Work to complete:
Each line below containing the word "Княз" needs to be shown.

Data provided:
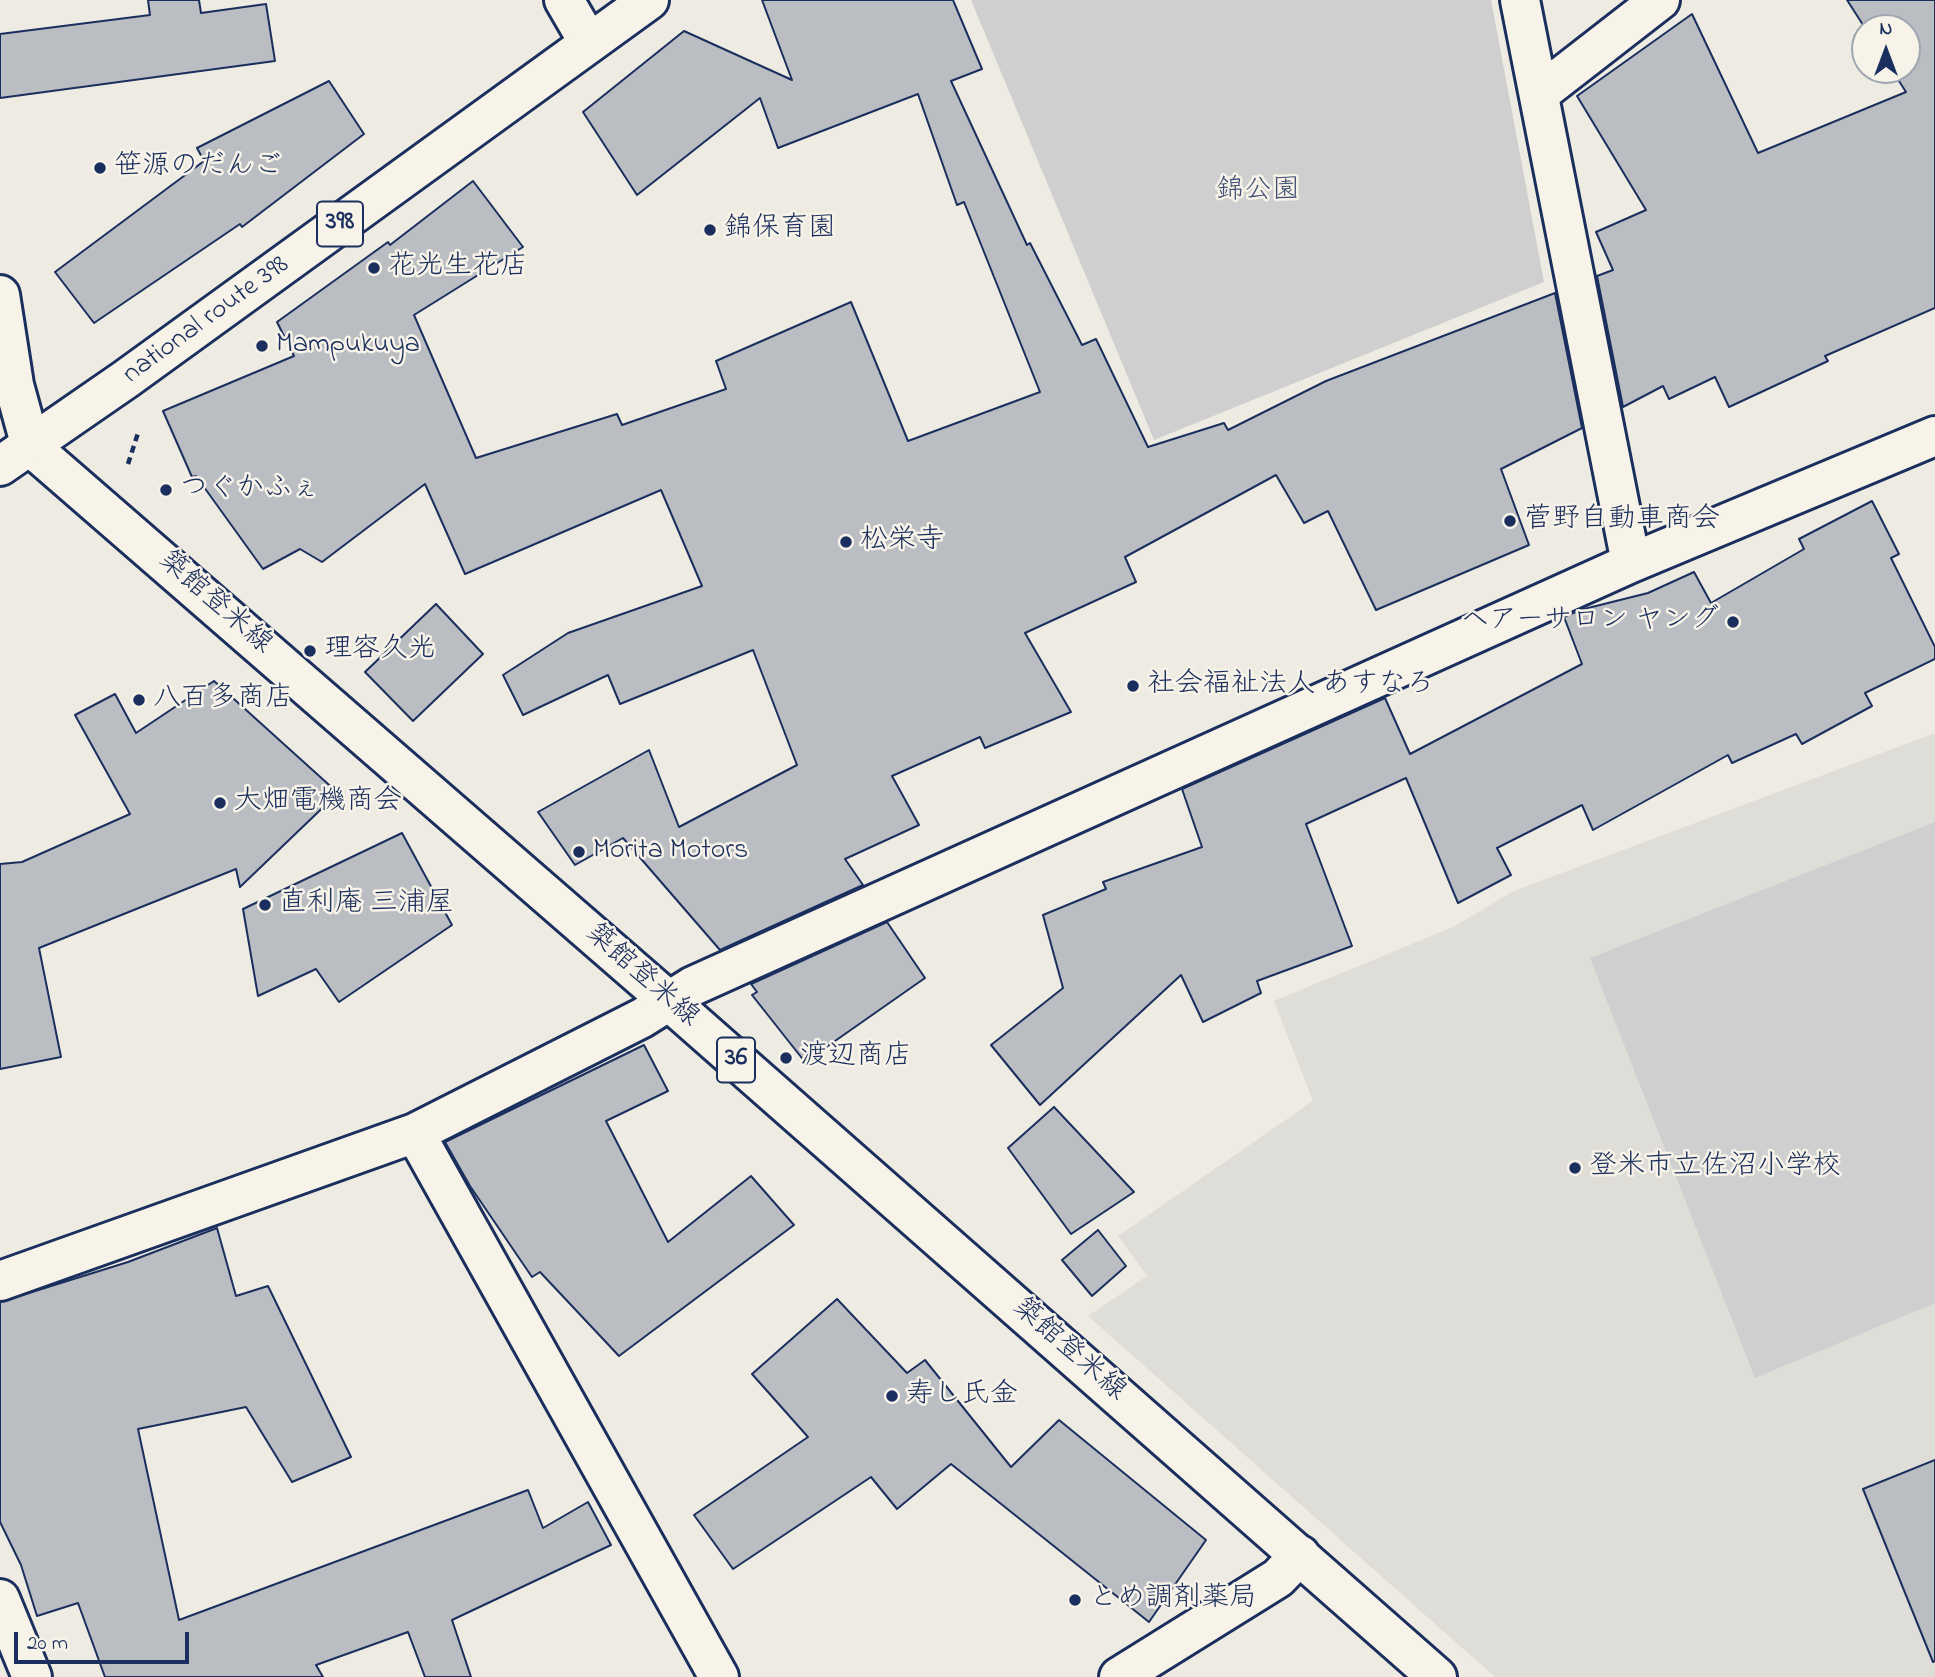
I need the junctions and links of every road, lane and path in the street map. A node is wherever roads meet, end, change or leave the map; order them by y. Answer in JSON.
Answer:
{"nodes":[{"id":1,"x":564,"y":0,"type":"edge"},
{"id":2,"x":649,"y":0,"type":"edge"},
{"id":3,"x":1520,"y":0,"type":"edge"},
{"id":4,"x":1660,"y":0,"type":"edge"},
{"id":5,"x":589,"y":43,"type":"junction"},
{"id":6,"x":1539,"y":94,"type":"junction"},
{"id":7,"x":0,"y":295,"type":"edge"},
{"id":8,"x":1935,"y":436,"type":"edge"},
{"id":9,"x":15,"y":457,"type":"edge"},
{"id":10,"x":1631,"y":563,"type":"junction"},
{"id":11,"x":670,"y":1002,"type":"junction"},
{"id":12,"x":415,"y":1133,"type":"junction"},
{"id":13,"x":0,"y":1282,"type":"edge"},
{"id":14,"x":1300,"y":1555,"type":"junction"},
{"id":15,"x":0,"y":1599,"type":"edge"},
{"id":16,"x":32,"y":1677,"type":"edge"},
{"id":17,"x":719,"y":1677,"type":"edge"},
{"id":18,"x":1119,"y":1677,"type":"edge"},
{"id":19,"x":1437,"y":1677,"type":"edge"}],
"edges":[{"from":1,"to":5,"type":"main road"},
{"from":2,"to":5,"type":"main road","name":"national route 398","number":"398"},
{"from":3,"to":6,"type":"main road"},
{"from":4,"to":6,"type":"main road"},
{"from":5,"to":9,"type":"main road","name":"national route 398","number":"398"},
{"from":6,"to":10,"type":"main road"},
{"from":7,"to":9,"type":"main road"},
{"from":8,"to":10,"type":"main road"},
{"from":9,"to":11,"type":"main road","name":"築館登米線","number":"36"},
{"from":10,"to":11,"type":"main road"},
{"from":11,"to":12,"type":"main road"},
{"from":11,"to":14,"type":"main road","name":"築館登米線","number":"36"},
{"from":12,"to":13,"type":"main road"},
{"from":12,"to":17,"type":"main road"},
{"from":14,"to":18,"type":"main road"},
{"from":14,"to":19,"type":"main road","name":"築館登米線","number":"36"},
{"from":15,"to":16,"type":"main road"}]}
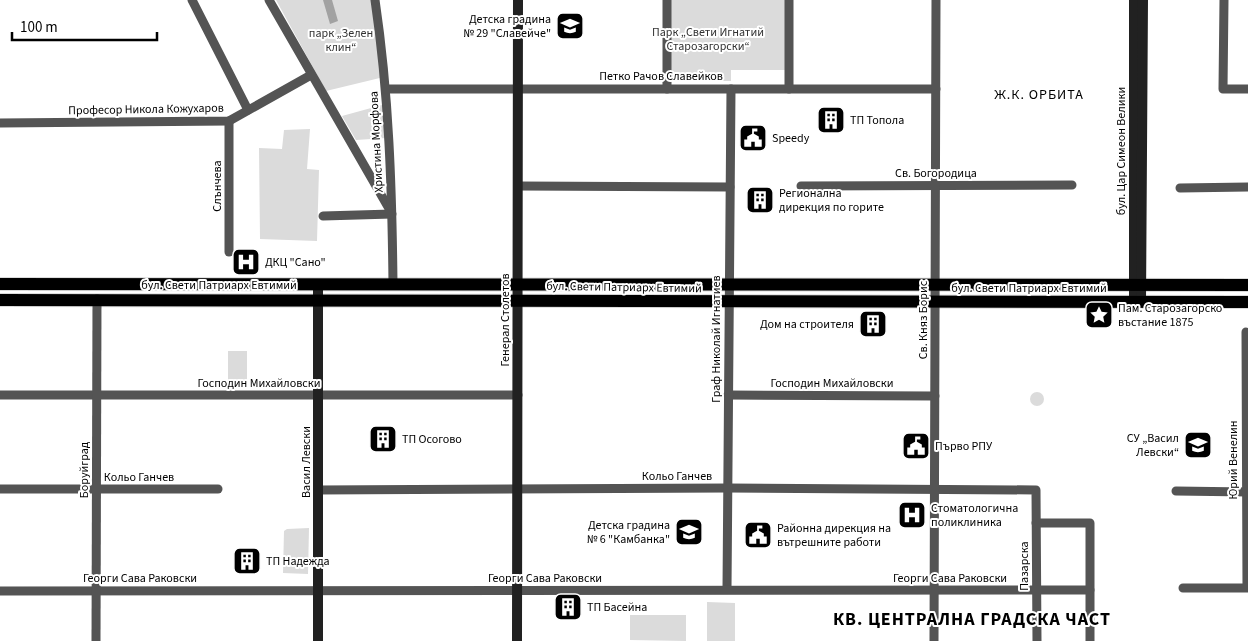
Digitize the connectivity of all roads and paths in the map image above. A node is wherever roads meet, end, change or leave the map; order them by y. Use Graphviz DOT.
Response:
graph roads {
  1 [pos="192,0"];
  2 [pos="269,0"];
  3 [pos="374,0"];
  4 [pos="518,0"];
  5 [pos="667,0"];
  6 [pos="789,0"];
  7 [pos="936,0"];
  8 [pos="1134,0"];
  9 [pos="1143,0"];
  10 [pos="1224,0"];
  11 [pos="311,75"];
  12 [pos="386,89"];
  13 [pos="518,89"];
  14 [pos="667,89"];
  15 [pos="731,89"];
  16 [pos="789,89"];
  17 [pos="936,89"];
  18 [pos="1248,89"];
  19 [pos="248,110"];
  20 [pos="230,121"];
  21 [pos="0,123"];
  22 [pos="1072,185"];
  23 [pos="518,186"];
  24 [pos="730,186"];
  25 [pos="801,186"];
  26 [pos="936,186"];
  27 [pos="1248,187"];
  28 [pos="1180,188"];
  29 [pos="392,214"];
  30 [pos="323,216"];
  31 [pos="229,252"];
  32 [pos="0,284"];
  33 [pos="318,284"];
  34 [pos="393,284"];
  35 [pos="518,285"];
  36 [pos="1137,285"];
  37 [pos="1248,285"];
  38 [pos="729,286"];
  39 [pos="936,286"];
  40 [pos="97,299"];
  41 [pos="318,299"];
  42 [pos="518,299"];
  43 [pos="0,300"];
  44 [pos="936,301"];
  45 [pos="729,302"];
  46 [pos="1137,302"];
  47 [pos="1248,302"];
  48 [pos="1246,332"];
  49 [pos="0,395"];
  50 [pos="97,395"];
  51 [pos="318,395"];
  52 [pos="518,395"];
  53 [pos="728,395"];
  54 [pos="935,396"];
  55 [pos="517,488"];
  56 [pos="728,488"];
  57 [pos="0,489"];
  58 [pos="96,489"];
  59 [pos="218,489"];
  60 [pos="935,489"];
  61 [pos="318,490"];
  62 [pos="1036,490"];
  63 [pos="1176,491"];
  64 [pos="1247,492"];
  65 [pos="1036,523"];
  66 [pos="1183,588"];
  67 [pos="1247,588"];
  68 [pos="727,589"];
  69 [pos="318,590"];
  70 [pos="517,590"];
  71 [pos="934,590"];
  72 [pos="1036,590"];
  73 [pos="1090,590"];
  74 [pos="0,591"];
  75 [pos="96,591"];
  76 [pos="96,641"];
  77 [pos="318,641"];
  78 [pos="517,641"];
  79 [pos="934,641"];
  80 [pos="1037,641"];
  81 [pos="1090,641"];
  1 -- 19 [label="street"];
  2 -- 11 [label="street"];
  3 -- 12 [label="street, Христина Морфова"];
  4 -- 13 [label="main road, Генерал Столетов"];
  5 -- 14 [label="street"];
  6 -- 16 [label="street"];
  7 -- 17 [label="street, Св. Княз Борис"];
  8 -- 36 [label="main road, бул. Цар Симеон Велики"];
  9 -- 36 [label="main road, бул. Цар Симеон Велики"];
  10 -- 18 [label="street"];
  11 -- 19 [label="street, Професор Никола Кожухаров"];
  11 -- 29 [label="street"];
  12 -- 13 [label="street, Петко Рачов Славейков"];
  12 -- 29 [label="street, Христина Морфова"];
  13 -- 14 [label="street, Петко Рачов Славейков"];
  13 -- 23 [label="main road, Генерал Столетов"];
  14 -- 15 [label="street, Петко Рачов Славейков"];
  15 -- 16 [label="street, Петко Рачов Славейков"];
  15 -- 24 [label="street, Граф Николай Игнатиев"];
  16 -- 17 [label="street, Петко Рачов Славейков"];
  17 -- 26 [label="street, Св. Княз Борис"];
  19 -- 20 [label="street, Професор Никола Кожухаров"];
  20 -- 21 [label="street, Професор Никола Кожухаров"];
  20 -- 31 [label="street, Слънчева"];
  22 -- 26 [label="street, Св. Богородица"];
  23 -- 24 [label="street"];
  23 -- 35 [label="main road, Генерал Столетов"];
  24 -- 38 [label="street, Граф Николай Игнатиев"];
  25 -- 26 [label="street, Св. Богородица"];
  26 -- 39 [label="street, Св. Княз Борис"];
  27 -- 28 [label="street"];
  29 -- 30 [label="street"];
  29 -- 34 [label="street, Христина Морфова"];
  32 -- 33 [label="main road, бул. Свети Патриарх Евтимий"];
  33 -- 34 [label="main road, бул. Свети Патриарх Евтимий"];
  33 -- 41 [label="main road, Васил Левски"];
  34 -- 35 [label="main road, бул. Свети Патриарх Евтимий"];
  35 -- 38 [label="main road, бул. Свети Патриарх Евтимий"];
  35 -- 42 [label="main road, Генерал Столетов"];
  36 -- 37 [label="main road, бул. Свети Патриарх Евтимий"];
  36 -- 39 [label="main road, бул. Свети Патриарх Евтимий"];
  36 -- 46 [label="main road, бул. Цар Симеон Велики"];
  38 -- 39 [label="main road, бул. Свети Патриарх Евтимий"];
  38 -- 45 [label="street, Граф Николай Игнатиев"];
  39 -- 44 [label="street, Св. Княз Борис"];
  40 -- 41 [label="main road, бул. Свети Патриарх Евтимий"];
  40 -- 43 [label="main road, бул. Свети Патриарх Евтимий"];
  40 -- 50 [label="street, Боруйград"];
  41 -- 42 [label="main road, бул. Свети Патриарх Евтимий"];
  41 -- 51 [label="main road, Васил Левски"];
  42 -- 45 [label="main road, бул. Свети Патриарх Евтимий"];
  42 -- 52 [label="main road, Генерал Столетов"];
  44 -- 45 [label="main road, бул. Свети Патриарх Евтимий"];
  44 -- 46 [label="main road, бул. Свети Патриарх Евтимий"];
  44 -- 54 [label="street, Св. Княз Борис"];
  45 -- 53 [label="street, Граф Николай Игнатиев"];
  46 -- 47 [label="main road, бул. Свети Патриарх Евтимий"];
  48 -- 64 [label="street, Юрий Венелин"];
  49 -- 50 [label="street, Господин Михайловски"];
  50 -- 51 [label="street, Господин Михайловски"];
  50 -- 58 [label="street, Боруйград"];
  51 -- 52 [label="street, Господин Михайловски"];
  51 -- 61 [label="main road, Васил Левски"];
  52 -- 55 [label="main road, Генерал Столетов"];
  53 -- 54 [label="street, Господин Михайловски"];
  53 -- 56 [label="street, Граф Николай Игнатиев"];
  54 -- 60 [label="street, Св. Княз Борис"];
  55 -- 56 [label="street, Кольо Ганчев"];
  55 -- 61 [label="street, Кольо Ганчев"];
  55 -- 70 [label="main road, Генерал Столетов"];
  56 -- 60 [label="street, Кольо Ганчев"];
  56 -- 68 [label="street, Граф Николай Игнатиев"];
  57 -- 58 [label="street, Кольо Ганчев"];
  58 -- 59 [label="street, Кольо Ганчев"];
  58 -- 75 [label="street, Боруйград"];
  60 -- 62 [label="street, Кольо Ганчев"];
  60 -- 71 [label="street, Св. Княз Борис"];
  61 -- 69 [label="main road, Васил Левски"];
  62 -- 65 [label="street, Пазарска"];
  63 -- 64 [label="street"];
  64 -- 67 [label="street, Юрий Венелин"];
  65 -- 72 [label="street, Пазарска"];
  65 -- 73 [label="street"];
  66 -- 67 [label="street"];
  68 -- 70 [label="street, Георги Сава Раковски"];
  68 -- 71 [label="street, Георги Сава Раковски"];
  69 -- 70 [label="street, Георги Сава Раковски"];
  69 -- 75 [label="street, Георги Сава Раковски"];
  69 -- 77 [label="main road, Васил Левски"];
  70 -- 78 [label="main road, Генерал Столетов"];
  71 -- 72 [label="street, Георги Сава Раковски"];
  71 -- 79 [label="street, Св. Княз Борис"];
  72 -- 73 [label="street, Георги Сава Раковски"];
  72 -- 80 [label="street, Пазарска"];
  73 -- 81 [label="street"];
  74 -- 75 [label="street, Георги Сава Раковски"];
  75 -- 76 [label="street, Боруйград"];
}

Response:
  7 -- 17 [label="street, Св. Княз Борис"];
  17 -- 26 [label="street, Св. Княз Борис"];
  26 -- 39 [label="street, Св. Княз Борис"];
  39 -- 44 [label="street, Св. Княз Борис"];
  44 -- 54 [label="street, Св. Княз Борис"];
  54 -- 60 [label="street, Св. Княз Борис"];
  60 -- 71 [label="street, Св. Княз Борис"];
  71 -- 79 [label="street, Св. Княз Борис"];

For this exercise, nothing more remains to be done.